TASK DESCRIPTION ->
Scan the entries below for "nodes" and copy each line that holds it.

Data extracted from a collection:
+ + + +

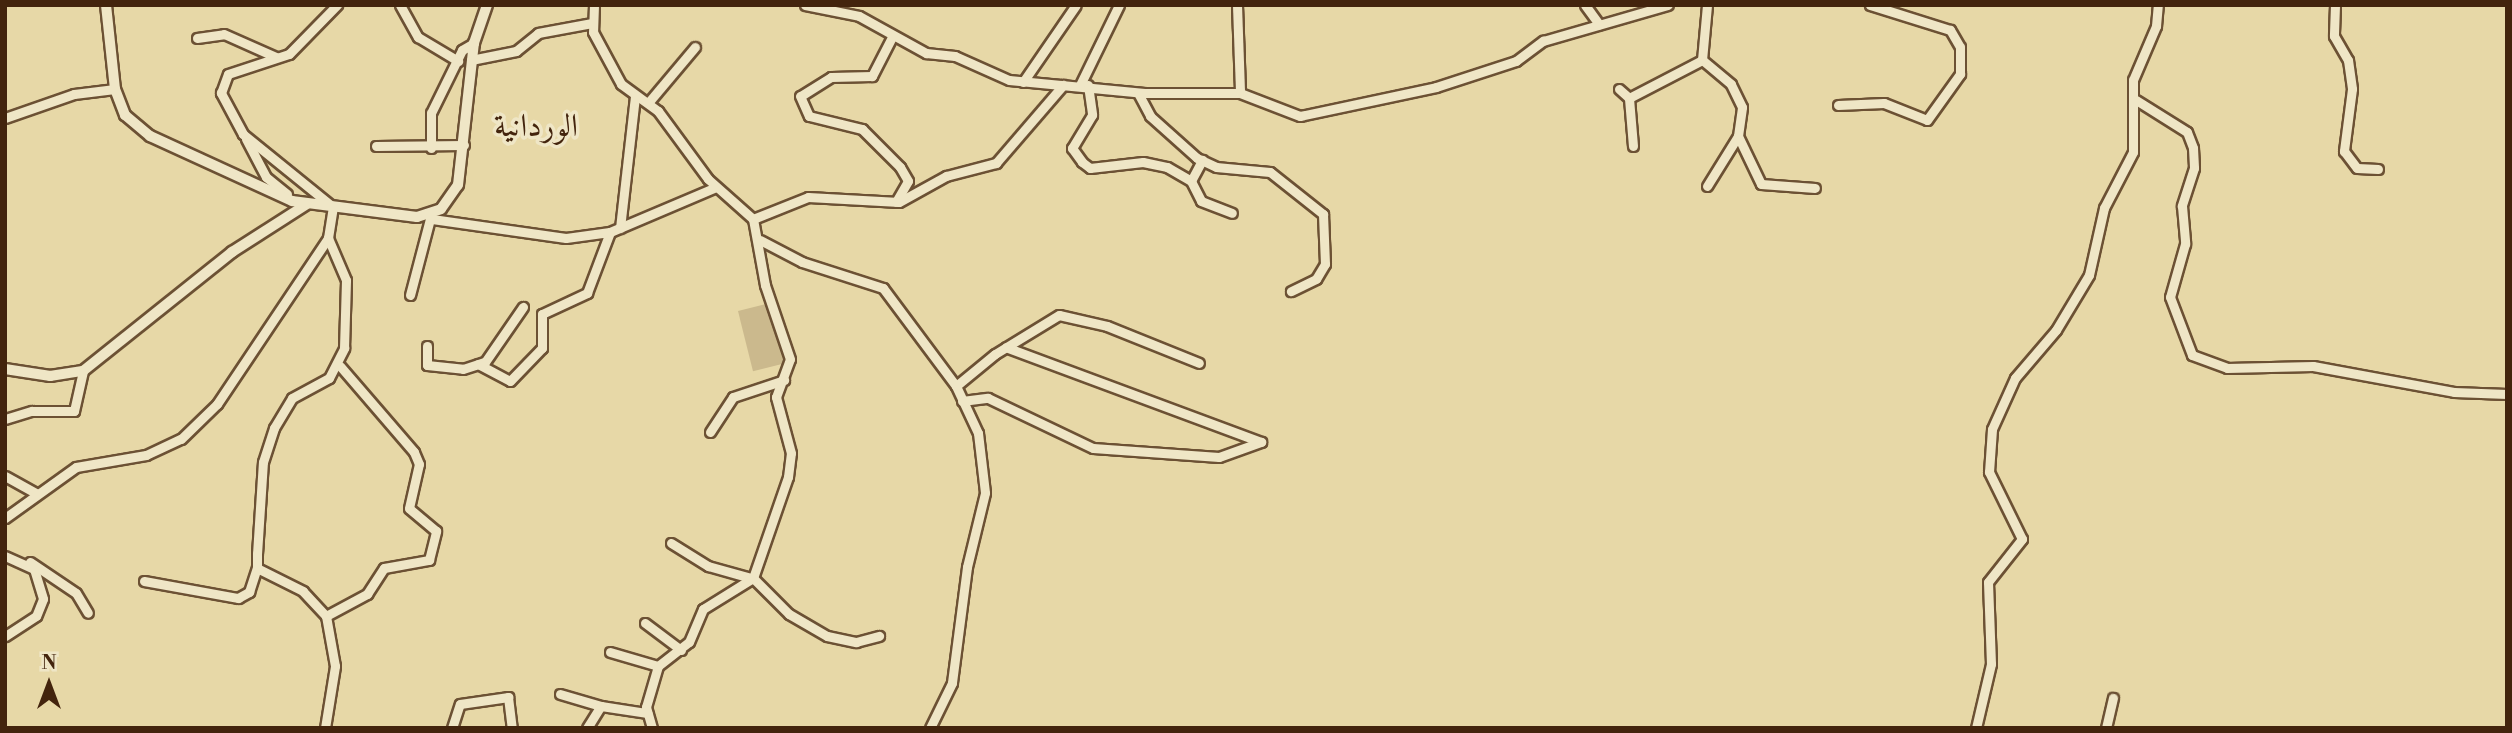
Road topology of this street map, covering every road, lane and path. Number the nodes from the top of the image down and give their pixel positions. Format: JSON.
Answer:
{"nodes":[{"id":1,"x":106,"y":5,"type":"edge"},
{"id":2,"x":337,"y":5,"type":"edge"},
{"id":3,"x":400,"y":5,"type":"edge"},
{"id":4,"x":487,"y":5,"type":"edge"},
{"id":5,"x":594,"y":5,"type":"edge"},
{"id":6,"x":805,"y":5,"type":"edge"},
{"id":7,"x":1076,"y":5,"type":"edge"},
{"id":8,"x":1118,"y":5,"type":"edge"},
{"id":9,"x":1237,"y":5,"type":"edge"},
{"id":10,"x":1585,"y":5,"type":"edge"},
{"id":11,"x":1668,"y":5,"type":"edge"},
{"id":12,"x":1707,"y":5,"type":"edge"},
{"id":13,"x":1870,"y":5,"type":"edge"},
{"id":14,"x":2158,"y":5,"type":"edge"},
{"id":15,"x":2335,"y":5,"type":"edge"},
{"id":16,"x":592,"y":23,"type":"junction"},
{"id":17,"x":1599,"y":24,"type":"junction"},
{"id":18,"x":892,"y":37,"type":"junction"},
{"id":19,"x":197,"y":38,"type":"dead end"},
{"id":20,"x":474,"y":43,"type":"junction"},
{"id":21,"x":695,"y":47,"type":"dead end"},
{"id":22,"x":276,"y":57,"type":"junction"},
{"id":23,"x":471,"y":60,"type":"junction"},
{"id":24,"x":1702,"y":60,"type":"junction"},
{"id":25,"x":457,"y":61,"type":"junction"},
{"id":26,"x":1023,"y":82,"type":"junction"},
{"id":27,"x":1063,"y":85,"type":"junction"},
{"id":28,"x":1084,"y":85,"type":"junction"},
{"id":29,"x":115,"y":89,"type":"junction"},
{"id":30,"x":1619,"y":89,"type":"dead end"},
{"id":31,"x":1138,"y":93,"type":"junction"},
{"id":32,"x":1240,"y":93,"type":"junction"},
{"id":33,"x":635,"y":97,"type":"junction"},
{"id":34,"x":1629,"y":98,"type":"junction"},
{"id":35,"x":2136,"y":100,"type":"junction"},
{"id":36,"x":648,"y":103,"type":"junction"},
{"id":37,"x":1838,"y":105,"type":"dead end"},
{"id":38,"x":5,"y":118,"type":"edge"},
{"id":39,"x":243,"y":134,"type":"junction"},
{"id":40,"x":1738,"y":136,"type":"junction"},
{"id":41,"x":464,"y":145,"type":"junction"},
{"id":42,"x":376,"y":146,"type":"dead end"},
{"id":43,"x":1633,"y":146,"type":"dead end"},
{"id":44,"x":431,"y":148,"type":"junction"},
{"id":45,"x":1202,"y":160,"type":"junction"},
{"id":46,"x":2378,"y":169,"type":"dead end"},
{"id":47,"x":1191,"y":181,"type":"junction"},
{"id":48,"x":1707,"y":186,"type":"dead end"},
{"id":49,"x":716,"y":187,"type":"junction"},
{"id":50,"x":1815,"y":187,"type":"dead end"},
{"id":51,"x":896,"y":202,"type":"junction"},
{"id":52,"x":307,"y":204,"type":"junction"},
{"id":53,"x":333,"y":207,"type":"junction"},
{"id":54,"x":1232,"y":213,"type":"dead end"},
{"id":55,"x":432,"y":217,"type":"junction"},
{"id":56,"x":753,"y":219,"type":"junction"},
{"id":57,"x":620,"y":228,"type":"junction"},
{"id":58,"x":610,"y":232,"type":"junction"},
{"id":59,"x":328,"y":238,"type":"junction"},
{"id":60,"x":760,"y":240,"type":"junction"},
{"id":61,"x":1291,"y":291,"type":"dead end"},
{"id":62,"x":410,"y":295,"type":"dead end"},
{"id":63,"x":523,"y":307,"type":"dead end"},
{"id":64,"x":427,"y":346,"type":"dead end"},
{"id":65,"x":1006,"y":347,"type":"junction"},
{"id":66,"x":1199,"y":363,"type":"dead end"},
{"id":67,"x":478,"y":364,"type":"junction"},
{"id":68,"x":340,"y":366,"type":"junction"},
{"id":69,"x":5,"y":369,"type":"edge"},
{"id":70,"x":83,"y":371,"type":"junction"},
{"id":71,"x":785,"y":380,"type":"junction"},
{"id":72,"x":956,"y":386,"type":"junction"},
{"id":73,"x":2507,"y":394,"type":"edge"},
{"id":74,"x":962,"y":401,"type":"junction"},
{"id":75,"x":5,"y":419,"type":"edge"},
{"id":76,"x":710,"y":432,"type":"dead end"},
{"id":77,"x":5,"y":476,"type":"edge"},
{"id":78,"x":36,"y":494,"type":"junction"},
{"id":79,"x":5,"y":519,"type":"edge"},
{"id":80,"x":671,"y":543,"type":"dead end"},
{"id":81,"x":6,"y":556,"type":"edge"},
{"id":82,"x":257,"y":568,"type":"junction"},
{"id":83,"x":753,"y":578,"type":"junction"},
{"id":84,"x":144,"y":581,"type":"dead end"},
{"id":85,"x":88,"y":613,"type":"dead end"},
{"id":86,"x":326,"y":616,"type":"junction"},
{"id":87,"x":645,"y":623,"type":"dead end"},
{"id":88,"x":5,"y":636,"type":"edge"},
{"id":89,"x":880,"y":636,"type":"dead end"},
{"id":90,"x":681,"y":650,"type":"junction"},
{"id":91,"x":610,"y":652,"type":"dead end"},
{"id":92,"x":658,"y":666,"type":"junction"},
{"id":93,"x":559,"y":694,"type":"dead end"},
{"id":94,"x":2113,"y":698,"type":"dead end"},
{"id":95,"x":601,"y":706,"type":"junction"},
{"id":96,"x":647,"y":713,"type":"junction"},
{"id":97,"x":325,"y":728,"type":"edge"},
{"id":98,"x":452,"y":728,"type":"edge"},
{"id":99,"x":512,"y":728,"type":"edge"},
{"id":100,"x":587,"y":728,"type":"edge"},
{"id":101,"x":652,"y":728,"type":"edge"},
{"id":102,"x":930,"y":728,"type":"edge"},
{"id":103,"x":1976,"y":728,"type":"edge"},
{"id":104,"x":2106,"y":728,"type":"edge"}],
"edges":[{"from":1,"to":29,"type":"street"},
{"from":2,"to":22,"type":"street"},
{"from":3,"to":25,"type":"street"},
{"from":4,"to":20,"type":"street"},
{"from":5,"to":16,"type":"street"},
{"from":6,"to":18,"type":"street"},
{"from":7,"to":26,"type":"street"},
{"from":8,"to":28,"type":"street"},
{"from":9,"to":32,"type":"street"},
{"from":10,"to":17,"type":"street"},
{"from":11,"to":17,"type":"street"},
{"from":12,"to":24,"type":"street"},
{"from":13,"to":37,"type":"street"},
{"from":14,"to":35,"type":"street"},
{"from":15,"to":46,"type":"street"},
{"from":16,"to":23,"type":"street"},
{"from":16,"to":33,"type":"street"},
{"from":17,"to":32,"type":"street"},
{"from":18,"to":26,"type":"street"},
{"from":18,"to":51,"type":"street"},
{"from":19,"to":22,"type":"street"},
{"from":20,"to":23,"type":"street"},
{"from":20,"to":25,"type":"street"},
{"from":21,"to":36,"type":"street"},
{"from":22,"to":39,"type":"street"},
{"from":23,"to":41,"type":"street"},
{"from":24,"to":34,"type":"street"},
{"from":24,"to":40,"type":"street"},
{"from":25,"to":44,"type":"street"},
{"from":26,"to":27,"type":"street"},
{"from":27,"to":28,"type":"street"},
{"from":27,"to":51,"type":"street"},
{"from":28,"to":31,"type":"street"},
{"from":28,"to":47,"type":"street"},
{"from":29,"to":38,"type":"street"},
{"from":29,"to":52,"type":"street"},
{"from":30,"to":34,"type":"street"},
{"from":31,"to":32,"type":"street"},
{"from":31,"to":45,"type":"street"},
{"from":33,"to":36,"type":"street"},
{"from":33,"to":57,"type":"street"},
{"from":34,"to":43,"type":"street"},
{"from":35,"to":73,"type":"street"},
{"from":35,"to":103,"type":"street"},
{"from":36,"to":49,"type":"street"},
{"from":39,"to":52,"type":"street"},
{"from":39,"to":53,"type":"street"},
{"from":40,"to":48,"type":"street"},
{"from":40,"to":50,"type":"street"},
{"from":41,"to":44,"type":"street"},
{"from":41,"to":55,"type":"street"},
{"from":42,"to":44,"type":"street"},
{"from":45,"to":47,"type":"street"},
{"from":45,"to":61,"type":"street"},
{"from":47,"to":54,"type":"street"},
{"from":49,"to":56,"type":"street"},
{"from":49,"to":57,"type":"street"},
{"from":51,"to":56,"type":"street"},
{"from":52,"to":53,"type":"street"},
{"from":52,"to":70,"type":"street"},
{"from":53,"to":55,"type":"street"},
{"from":53,"to":59,"type":"street"},
{"from":55,"to":58,"type":"street"},
{"from":55,"to":62,"type":"street"},
{"from":56,"to":60,"type":"street"},
{"from":57,"to":58,"type":"street"},
{"from":58,"to":67,"type":"street"},
{"from":59,"to":68,"type":"street"},
{"from":59,"to":78,"type":"street"},
{"from":60,"to":71,"type":"street"},
{"from":60,"to":72,"type":"street"},
{"from":63,"to":67,"type":"street"},
{"from":64,"to":67,"type":"street"},
{"from":65,"to":66,"type":"street"},
{"from":65,"to":72,"type":"street"},
{"from":65,"to":74,"type":"street"},
{"from":68,"to":82,"type":"street"},
{"from":68,"to":86,"type":"street"},
{"from":69,"to":70,"type":"street"},
{"from":70,"to":75,"type":"street"},
{"from":71,"to":76,"type":"street"},
{"from":71,"to":83,"type":"street"},
{"from":72,"to":74,"type":"street"},
{"from":74,"to":102,"type":"street"},
{"from":77,"to":78,"type":"street"},
{"from":78,"to":79,"type":"street"},
{"from":80,"to":83,"type":"street"},
{"from":81,"to":85,"type":"street"},
{"from":81,"to":88,"type":"street"},
{"from":82,"to":84,"type":"street"},
{"from":82,"to":86,"type":"street"},
{"from":83,"to":89,"type":"street"},
{"from":83,"to":90,"type":"street"},
{"from":86,"to":97,"type":"street"},
{"from":87,"to":90,"type":"street"},
{"from":90,"to":92,"type":"street"},
{"from":91,"to":92,"type":"street"},
{"from":92,"to":96,"type":"street"},
{"from":93,"to":95,"type":"street"},
{"from":94,"to":104,"type":"street"},
{"from":95,"to":96,"type":"street"},
{"from":95,"to":100,"type":"street"},
{"from":96,"to":101,"type":"street"},
{"from":98,"to":99,"type":"street"}]}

+ + + +

WRITTEN REPLY ->
Road topology of this street map, covering every road, lane and path. Number the nodes from the top of the image down and give their pixel positions. Format: JSON.
{"nodes":[{"id":1,"x":106,"y":5,"type":"edge"},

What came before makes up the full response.